### Assignment
Go through the data and retrieve each line that includes the string "Falcon".

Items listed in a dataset
────────────────────

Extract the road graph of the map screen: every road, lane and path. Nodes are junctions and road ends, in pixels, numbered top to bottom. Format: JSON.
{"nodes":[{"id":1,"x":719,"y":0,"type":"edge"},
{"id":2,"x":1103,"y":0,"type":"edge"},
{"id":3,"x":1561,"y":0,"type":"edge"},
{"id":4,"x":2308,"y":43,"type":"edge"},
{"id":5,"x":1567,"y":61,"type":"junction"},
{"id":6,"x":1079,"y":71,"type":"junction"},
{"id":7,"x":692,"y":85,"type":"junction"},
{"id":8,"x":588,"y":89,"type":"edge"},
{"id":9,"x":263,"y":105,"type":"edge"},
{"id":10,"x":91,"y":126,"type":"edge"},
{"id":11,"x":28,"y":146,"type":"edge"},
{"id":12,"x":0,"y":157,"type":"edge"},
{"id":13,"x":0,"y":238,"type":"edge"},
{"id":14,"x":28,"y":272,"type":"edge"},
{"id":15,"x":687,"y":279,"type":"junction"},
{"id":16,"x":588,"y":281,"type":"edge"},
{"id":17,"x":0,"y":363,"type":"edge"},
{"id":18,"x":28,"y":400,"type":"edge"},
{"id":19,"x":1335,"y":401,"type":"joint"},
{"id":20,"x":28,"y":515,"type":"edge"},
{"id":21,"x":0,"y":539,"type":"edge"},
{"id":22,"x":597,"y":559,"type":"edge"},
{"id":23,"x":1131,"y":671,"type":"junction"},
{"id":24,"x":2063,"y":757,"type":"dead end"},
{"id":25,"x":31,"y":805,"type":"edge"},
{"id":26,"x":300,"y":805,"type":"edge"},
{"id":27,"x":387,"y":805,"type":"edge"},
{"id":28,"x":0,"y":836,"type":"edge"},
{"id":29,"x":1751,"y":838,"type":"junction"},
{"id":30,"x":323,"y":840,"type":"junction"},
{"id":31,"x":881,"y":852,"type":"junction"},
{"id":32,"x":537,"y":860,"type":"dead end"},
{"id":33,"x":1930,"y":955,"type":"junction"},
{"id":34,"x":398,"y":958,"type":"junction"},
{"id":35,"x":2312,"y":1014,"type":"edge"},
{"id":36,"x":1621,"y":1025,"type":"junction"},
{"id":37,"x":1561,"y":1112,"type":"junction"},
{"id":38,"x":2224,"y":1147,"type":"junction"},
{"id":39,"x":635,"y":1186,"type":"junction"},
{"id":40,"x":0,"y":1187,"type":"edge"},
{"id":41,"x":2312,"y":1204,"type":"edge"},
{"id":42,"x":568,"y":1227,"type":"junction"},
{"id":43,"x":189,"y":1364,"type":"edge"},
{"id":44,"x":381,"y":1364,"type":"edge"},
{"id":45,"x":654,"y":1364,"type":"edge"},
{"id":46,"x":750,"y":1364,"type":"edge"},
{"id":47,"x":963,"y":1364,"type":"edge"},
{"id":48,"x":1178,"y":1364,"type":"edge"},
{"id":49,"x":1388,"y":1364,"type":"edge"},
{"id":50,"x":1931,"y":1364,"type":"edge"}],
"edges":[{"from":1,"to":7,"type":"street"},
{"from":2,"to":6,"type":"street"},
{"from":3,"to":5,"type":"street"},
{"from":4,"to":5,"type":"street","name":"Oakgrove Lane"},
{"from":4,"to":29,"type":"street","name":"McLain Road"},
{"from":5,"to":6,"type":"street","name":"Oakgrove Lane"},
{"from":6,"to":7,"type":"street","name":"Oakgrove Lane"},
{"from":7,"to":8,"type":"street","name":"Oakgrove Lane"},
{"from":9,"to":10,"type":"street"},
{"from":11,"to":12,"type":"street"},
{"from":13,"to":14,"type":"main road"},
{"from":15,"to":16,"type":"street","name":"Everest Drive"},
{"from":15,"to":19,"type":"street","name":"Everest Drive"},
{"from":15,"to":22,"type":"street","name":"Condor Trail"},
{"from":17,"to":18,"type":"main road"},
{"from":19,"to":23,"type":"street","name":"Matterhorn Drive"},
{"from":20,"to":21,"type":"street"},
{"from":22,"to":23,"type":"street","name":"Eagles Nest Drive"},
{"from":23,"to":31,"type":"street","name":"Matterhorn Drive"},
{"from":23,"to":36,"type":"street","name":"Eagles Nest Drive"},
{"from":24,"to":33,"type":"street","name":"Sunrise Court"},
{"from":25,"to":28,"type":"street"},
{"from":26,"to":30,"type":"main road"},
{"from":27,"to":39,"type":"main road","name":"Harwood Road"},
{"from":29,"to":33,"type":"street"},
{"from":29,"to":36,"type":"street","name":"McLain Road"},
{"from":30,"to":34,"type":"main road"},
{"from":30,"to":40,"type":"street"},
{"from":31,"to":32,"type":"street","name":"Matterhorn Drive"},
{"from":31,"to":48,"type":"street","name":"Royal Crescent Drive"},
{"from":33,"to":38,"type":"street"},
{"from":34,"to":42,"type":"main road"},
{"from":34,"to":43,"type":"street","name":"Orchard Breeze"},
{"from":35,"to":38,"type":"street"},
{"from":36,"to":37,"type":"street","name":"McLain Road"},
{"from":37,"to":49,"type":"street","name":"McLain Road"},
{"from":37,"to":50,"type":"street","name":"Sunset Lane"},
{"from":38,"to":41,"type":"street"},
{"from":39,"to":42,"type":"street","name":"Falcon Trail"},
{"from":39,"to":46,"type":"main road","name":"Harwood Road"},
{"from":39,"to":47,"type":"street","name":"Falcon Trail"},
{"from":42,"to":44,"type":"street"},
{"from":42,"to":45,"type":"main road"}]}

────────────────────

### Reply to the task
{"from":39,"to":42,"type":"street","name":"Falcon Trail"},
{"from":39,"to":47,"type":"street","name":"Falcon Trail"},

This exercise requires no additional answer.